Look through the records below and collect all lines that hold the string "main".

■ ■ ■ ■ ■

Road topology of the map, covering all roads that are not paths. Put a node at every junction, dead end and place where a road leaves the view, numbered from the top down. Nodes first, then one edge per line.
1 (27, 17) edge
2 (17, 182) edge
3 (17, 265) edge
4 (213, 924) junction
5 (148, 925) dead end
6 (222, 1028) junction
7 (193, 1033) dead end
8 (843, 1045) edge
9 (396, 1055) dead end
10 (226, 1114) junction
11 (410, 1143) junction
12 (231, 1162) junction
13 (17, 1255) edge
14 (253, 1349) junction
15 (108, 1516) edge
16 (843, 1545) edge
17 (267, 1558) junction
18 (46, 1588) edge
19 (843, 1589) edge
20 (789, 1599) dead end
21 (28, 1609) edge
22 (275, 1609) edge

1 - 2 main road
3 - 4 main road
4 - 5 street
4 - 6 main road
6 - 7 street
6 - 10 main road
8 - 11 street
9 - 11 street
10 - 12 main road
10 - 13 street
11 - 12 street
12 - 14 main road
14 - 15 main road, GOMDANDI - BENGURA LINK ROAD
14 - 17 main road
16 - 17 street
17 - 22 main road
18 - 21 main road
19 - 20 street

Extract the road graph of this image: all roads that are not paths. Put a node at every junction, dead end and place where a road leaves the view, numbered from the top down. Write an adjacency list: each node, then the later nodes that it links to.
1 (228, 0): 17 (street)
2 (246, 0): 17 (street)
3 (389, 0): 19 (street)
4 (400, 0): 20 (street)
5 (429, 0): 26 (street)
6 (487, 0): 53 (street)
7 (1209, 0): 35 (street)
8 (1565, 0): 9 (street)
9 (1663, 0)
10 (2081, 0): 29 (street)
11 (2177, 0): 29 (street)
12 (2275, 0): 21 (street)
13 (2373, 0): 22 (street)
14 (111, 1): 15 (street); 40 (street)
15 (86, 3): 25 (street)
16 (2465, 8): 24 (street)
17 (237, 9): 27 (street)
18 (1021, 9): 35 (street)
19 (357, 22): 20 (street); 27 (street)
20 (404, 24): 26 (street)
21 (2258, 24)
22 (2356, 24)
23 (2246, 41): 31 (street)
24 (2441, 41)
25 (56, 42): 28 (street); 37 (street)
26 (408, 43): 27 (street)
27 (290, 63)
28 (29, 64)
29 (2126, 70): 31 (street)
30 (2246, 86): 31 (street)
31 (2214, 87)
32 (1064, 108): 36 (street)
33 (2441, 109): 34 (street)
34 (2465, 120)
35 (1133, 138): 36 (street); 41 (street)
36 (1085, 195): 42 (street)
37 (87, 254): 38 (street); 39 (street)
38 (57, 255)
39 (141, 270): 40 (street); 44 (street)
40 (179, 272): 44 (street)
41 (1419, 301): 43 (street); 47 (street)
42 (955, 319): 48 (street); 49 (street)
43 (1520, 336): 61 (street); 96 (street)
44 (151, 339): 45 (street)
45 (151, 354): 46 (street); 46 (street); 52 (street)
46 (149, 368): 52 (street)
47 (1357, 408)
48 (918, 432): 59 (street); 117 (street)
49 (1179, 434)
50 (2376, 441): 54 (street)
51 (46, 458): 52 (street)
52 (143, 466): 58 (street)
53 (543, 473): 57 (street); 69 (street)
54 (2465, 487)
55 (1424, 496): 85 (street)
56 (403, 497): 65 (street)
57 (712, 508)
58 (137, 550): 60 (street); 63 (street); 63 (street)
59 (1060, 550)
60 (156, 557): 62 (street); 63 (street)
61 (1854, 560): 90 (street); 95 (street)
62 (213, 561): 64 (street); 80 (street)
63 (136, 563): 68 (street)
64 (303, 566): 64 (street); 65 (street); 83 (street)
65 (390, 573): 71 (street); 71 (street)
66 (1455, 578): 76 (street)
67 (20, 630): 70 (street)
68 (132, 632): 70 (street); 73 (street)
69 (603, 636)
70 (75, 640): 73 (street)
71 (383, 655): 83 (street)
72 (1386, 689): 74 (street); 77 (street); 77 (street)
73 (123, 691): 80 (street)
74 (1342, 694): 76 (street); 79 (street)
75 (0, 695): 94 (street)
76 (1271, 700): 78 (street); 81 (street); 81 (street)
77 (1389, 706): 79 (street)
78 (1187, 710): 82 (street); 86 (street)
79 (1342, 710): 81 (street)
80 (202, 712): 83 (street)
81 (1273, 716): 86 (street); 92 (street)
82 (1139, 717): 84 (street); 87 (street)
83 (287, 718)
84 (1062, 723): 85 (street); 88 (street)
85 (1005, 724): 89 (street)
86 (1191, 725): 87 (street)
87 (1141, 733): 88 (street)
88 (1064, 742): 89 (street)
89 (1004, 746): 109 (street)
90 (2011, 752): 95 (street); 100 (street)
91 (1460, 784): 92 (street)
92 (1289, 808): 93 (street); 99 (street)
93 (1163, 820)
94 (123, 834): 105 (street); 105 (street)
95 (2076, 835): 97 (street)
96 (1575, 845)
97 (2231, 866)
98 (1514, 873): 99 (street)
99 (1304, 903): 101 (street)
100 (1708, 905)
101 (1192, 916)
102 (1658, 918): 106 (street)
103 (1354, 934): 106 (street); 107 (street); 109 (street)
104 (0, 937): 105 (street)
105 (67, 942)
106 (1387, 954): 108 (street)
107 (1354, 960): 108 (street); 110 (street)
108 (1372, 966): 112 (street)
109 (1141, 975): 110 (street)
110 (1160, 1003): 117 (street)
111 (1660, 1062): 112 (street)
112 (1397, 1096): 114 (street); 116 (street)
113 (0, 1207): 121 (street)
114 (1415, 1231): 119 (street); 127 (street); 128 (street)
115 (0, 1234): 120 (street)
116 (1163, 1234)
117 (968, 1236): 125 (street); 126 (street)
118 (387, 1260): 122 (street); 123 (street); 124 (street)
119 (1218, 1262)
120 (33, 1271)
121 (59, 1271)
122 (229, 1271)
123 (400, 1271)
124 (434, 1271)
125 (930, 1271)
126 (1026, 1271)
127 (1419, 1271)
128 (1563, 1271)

■ ■ ■ ■ ■

- **ANSWER TO THIS TASK**
1 - 2 main road
3 - 4 main road
4 - 6 main road
6 - 10 main road
10 - 12 main road
12 - 14 main road
14 - 15 main road, GOMDANDI - BENGURA LINK ROAD
14 - 17 main road
17 - 22 main road
18 - 21 main road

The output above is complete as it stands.